Hundreds of volunteers are now working to clean up the streets after the official end of the Queen's mourning period. The flowers, which according to the "Daily Mail" are currently being transported to Kensington Gardens, are therefore given a symbolic honor: "We felt it was appropriate to continue the story of the flower gifts," said Andrew Williams, the head of the royal Parks, cited. The flowers are therefore made into compost and thus create the basis for new life.

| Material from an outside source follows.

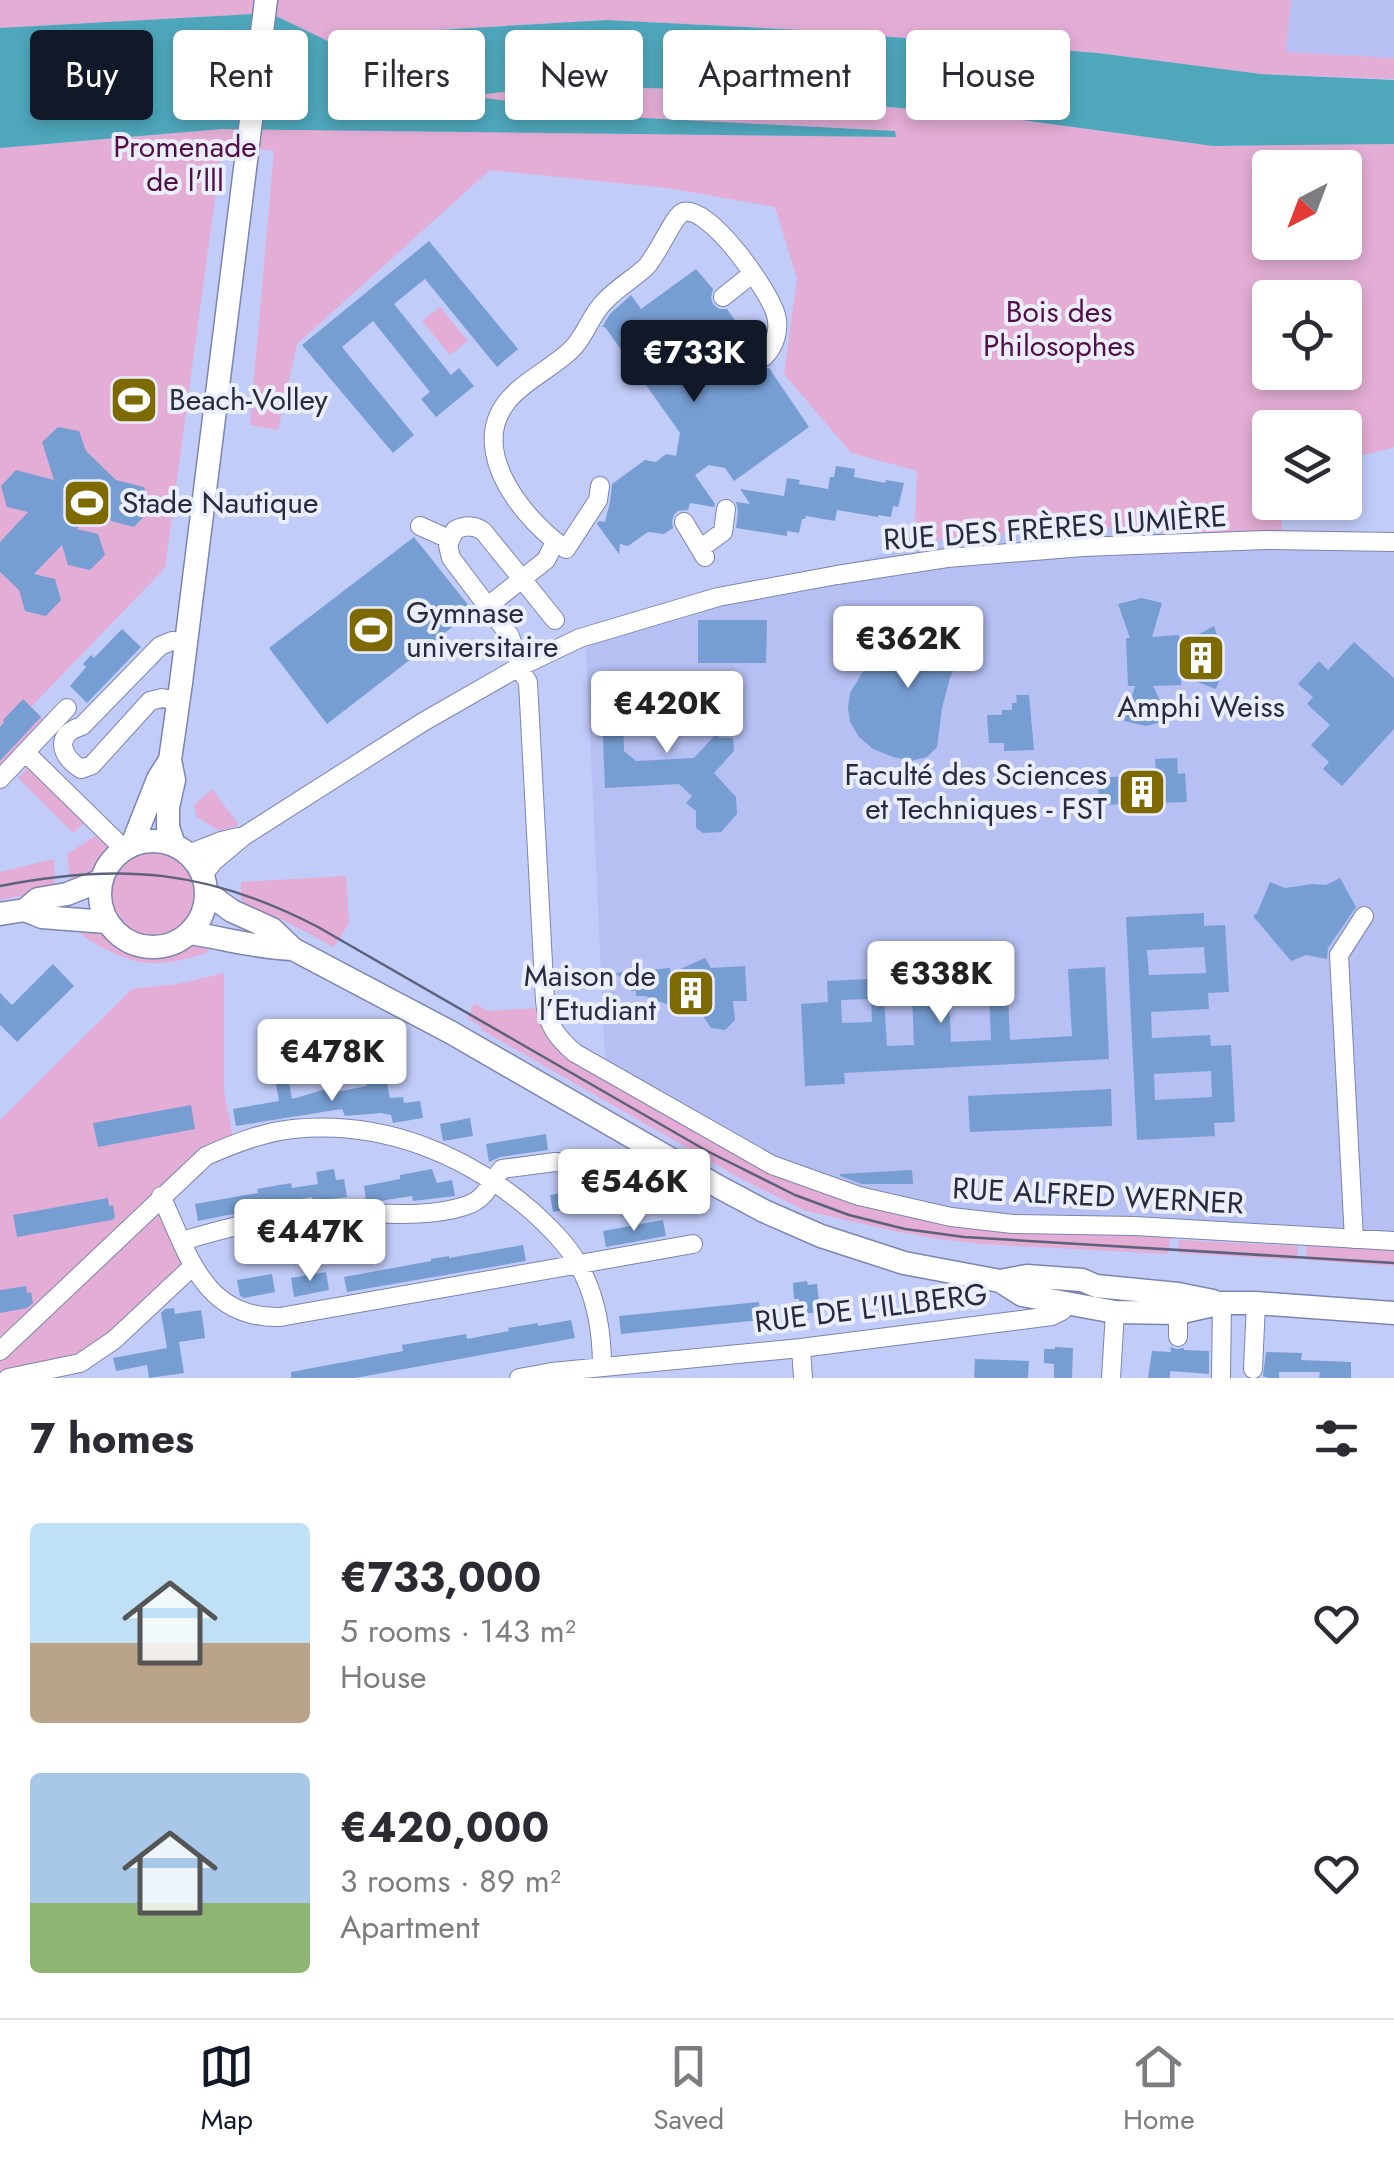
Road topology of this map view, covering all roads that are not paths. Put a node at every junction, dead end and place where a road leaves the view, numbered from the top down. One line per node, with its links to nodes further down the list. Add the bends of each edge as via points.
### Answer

"The mulch obtained from the organic material will enrich the soil of the royal parks for years to come. In this way, the flowers will continue to bring joy to the millions of visitors to the royal parks in the future" - including the "bees and butterflies".
According to the report, however, the secondary use of the other funeral gifts is not so easy. So no decision has yet been made about what to do with the countless letters, pictures and drawings. This also applies to the stuffed animals, which are to be collected separately and initially kept in storage rooms within the parks.
The fact that Paddington Bear has become a symbol of mourning for the Queen has to do with a charming video that was made as part of Elizabeth II's 70th jubilee. In it, the clumsy bear and the queen drink tea together and discover that they share a penchant for jam sandwiches. "Happy anniversary, ma'am," Paddington says at the end. "And thanks for everything."